Instructions for the task: Search the data for the word "Stonefield" and copy every line that contains it.

Information shown:
'''
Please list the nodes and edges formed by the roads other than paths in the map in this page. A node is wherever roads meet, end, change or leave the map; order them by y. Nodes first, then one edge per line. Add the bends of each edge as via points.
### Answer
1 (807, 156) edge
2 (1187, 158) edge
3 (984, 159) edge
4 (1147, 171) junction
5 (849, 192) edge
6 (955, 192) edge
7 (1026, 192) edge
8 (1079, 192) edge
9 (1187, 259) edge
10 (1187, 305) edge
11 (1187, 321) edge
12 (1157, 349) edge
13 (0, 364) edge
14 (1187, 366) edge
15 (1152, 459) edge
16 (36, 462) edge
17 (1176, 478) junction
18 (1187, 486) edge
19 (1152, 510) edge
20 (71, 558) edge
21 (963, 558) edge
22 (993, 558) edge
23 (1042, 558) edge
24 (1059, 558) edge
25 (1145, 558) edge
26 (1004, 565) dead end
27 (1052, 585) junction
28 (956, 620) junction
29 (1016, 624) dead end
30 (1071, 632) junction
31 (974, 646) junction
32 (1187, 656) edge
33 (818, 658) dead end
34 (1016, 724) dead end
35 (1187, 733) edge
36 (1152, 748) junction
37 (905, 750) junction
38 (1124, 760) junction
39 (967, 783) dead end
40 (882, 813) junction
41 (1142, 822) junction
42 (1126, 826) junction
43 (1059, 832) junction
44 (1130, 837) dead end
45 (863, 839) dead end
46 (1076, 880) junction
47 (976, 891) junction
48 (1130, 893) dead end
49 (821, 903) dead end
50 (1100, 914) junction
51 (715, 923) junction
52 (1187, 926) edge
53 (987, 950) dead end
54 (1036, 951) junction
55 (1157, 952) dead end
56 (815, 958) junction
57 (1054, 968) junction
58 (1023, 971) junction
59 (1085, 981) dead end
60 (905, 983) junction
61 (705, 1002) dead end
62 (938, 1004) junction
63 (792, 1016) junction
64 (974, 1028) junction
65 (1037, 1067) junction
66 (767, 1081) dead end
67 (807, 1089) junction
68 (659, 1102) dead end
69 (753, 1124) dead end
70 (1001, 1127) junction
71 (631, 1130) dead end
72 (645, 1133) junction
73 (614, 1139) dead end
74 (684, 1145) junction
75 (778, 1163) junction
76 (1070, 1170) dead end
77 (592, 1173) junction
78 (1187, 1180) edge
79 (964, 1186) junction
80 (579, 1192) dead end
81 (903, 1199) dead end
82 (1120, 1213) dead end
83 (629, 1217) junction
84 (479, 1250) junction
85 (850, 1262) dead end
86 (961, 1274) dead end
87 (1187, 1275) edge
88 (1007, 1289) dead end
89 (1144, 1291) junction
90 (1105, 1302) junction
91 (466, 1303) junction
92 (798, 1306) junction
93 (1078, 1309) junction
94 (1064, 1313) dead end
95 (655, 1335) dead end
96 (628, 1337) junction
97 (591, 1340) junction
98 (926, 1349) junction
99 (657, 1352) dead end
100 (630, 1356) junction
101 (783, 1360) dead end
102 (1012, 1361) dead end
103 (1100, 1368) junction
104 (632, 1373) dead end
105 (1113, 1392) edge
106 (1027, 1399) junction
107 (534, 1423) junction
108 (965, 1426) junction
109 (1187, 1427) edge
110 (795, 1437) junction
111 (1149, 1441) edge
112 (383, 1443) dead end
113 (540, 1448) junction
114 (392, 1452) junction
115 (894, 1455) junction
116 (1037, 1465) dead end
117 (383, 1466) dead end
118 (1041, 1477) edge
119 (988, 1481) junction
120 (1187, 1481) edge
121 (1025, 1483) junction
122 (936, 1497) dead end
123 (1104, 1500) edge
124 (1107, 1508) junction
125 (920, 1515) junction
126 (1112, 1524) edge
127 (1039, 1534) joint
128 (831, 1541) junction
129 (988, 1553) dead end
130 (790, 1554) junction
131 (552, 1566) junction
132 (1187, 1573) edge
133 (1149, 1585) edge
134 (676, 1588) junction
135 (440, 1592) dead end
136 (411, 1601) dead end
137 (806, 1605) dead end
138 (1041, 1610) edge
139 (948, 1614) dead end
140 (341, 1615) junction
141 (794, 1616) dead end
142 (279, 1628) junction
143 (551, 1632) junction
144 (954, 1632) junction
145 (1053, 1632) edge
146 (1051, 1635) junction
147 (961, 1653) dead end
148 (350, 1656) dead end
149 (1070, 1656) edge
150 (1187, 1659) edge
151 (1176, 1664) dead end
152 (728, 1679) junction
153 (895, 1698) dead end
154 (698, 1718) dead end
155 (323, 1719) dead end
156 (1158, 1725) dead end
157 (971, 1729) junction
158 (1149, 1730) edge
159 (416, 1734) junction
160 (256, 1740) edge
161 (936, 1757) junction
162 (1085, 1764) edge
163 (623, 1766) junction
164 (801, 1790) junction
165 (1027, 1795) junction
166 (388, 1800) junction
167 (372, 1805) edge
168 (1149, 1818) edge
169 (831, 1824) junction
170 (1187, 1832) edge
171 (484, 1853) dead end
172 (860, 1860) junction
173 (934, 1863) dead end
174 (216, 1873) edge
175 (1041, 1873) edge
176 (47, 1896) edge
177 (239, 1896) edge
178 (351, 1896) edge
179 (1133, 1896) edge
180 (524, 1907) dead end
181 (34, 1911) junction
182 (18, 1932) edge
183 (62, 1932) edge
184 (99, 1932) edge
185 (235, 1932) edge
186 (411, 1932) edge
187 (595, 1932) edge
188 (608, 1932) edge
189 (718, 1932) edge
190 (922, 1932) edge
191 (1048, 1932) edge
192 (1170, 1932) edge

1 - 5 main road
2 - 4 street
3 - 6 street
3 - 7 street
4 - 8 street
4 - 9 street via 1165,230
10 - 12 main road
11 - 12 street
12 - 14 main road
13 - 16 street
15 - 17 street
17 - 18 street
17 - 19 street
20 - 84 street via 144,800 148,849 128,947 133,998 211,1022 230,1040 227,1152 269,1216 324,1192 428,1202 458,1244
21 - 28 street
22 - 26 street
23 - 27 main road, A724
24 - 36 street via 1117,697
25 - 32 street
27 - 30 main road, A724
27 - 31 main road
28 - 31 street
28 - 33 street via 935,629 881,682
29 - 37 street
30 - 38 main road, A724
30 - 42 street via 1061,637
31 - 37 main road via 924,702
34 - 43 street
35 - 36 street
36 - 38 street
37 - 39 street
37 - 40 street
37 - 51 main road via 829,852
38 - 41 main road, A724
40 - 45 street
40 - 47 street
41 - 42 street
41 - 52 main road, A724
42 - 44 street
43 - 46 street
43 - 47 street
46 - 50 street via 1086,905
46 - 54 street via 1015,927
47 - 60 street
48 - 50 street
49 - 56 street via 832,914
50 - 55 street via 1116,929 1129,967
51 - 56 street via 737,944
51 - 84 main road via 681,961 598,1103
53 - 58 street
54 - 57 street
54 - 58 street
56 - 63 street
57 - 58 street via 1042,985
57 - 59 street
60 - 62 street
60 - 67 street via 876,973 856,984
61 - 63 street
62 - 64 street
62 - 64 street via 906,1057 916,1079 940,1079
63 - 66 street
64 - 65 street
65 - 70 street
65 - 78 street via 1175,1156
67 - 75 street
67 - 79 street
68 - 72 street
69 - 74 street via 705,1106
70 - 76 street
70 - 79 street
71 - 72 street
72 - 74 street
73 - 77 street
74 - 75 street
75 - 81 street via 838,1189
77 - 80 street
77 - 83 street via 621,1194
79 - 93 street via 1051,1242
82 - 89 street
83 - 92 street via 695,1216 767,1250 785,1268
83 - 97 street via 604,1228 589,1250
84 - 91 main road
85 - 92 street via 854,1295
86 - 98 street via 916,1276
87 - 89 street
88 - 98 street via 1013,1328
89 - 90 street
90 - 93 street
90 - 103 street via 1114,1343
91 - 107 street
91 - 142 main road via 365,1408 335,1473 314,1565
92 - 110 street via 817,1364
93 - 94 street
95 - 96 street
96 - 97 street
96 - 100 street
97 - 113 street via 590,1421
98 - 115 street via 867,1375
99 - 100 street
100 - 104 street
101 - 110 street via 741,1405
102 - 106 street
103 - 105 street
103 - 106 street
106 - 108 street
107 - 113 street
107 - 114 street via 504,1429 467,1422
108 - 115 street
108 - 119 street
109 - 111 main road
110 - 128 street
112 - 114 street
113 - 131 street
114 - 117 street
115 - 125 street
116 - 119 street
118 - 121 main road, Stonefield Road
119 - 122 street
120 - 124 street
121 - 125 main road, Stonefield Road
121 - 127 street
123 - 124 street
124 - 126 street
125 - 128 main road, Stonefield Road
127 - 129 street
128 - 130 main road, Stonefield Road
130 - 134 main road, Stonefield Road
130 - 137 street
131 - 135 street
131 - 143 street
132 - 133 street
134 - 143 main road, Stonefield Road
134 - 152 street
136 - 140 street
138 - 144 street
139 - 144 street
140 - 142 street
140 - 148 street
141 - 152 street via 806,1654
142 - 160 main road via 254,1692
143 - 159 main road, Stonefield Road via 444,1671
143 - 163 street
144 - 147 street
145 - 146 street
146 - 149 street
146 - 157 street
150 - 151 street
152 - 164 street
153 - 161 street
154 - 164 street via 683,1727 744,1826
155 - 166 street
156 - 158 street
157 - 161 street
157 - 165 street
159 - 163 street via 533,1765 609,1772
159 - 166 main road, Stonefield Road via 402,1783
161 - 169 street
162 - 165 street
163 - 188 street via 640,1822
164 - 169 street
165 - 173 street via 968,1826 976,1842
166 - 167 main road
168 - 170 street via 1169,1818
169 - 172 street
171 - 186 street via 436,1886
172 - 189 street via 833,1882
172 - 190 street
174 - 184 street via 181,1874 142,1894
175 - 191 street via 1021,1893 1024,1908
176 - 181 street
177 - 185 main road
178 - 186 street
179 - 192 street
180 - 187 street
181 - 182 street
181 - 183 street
'''
Response for this exercise:
118 - 121 main road, Stonefield Road
121 - 125 main road, Stonefield Road
125 - 128 main road, Stonefield Road
128 - 130 main road, Stonefield Road
130 - 134 main road, Stonefield Road
134 - 143 main road, Stonefield Road
143 - 159 main road, Stonefield Road via 444,1671
159 - 166 main road, Stonefield Road via 402,1783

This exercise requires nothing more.